Problem requirements:
When a line in the entries contains the word "Maryland", copy that line in full.

Input data:
|---|

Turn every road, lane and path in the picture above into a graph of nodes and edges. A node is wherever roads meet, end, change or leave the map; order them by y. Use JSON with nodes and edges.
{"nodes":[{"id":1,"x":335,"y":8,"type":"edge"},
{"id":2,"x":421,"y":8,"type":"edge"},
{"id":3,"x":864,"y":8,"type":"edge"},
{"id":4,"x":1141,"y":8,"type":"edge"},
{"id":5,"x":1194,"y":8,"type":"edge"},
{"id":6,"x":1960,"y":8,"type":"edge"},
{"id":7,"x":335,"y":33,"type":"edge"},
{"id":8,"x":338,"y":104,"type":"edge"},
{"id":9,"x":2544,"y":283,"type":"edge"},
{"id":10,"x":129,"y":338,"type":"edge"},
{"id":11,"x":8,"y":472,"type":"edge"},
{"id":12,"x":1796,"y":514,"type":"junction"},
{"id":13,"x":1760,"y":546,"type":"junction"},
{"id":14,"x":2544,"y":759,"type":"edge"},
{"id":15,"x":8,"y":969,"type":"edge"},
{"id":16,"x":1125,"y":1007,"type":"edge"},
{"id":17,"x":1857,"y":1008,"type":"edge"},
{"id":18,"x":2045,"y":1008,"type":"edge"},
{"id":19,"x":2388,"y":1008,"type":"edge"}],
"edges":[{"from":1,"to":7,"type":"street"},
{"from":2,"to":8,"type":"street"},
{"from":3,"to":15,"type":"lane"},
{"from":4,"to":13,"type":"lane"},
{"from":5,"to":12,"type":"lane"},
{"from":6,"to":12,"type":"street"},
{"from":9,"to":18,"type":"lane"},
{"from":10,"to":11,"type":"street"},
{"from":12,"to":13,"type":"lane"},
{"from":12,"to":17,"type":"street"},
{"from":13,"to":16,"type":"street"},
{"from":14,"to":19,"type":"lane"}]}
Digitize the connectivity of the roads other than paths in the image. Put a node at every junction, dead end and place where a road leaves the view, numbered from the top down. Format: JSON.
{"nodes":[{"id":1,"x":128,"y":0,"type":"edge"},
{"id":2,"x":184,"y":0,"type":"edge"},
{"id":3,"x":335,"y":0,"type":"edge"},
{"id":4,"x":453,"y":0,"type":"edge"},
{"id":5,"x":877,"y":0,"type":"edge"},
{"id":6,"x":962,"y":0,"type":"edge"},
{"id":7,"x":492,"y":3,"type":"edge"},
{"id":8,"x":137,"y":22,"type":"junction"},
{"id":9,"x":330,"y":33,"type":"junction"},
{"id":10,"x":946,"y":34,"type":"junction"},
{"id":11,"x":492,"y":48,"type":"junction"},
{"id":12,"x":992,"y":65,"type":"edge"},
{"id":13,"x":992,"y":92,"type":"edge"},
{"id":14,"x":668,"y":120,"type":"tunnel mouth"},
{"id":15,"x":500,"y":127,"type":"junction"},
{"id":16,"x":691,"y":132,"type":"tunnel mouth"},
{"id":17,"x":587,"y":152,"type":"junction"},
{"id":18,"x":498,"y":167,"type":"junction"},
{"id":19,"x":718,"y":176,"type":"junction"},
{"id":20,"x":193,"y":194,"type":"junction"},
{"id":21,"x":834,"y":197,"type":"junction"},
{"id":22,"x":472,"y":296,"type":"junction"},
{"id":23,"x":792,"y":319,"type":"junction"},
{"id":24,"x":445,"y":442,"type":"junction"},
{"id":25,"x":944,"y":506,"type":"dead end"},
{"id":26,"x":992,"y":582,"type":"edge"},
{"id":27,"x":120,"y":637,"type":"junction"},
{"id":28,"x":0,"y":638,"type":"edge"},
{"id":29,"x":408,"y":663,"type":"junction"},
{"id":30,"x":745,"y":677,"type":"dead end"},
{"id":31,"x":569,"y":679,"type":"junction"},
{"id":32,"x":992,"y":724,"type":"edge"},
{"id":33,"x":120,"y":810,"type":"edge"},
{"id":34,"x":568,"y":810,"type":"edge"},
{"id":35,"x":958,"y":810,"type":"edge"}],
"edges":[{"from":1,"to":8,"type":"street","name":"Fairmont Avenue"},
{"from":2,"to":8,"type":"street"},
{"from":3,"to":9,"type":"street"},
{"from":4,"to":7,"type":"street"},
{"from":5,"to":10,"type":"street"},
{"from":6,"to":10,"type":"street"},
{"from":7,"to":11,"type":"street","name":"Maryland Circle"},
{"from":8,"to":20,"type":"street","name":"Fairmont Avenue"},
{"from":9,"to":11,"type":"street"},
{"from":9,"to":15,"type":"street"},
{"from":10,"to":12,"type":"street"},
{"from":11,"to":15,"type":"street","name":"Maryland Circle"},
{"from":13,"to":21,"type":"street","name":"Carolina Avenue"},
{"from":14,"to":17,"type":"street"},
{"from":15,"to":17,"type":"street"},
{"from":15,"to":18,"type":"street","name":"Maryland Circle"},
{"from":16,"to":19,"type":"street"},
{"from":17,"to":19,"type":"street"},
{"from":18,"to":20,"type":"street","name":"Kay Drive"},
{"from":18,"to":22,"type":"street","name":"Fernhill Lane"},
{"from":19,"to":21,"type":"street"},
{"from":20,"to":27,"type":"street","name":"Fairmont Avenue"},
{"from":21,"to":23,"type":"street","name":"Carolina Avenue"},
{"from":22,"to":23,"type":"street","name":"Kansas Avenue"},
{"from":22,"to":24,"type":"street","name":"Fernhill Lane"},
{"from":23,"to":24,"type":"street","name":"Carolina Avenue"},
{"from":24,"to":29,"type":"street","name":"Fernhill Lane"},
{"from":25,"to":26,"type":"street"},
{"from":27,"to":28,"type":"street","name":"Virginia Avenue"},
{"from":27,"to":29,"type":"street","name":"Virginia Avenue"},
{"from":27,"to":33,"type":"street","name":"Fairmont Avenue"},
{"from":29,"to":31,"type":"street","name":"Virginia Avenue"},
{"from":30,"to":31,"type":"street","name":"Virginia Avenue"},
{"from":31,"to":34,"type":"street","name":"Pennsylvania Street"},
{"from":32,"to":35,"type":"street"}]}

|---|

The answer:
{"from":7,"to":11,"type":"street","name":"Maryland Circle"},
{"from":11,"to":15,"type":"street","name":"Maryland Circle"},
{"from":15,"to":18,"type":"street","name":"Maryland Circle"},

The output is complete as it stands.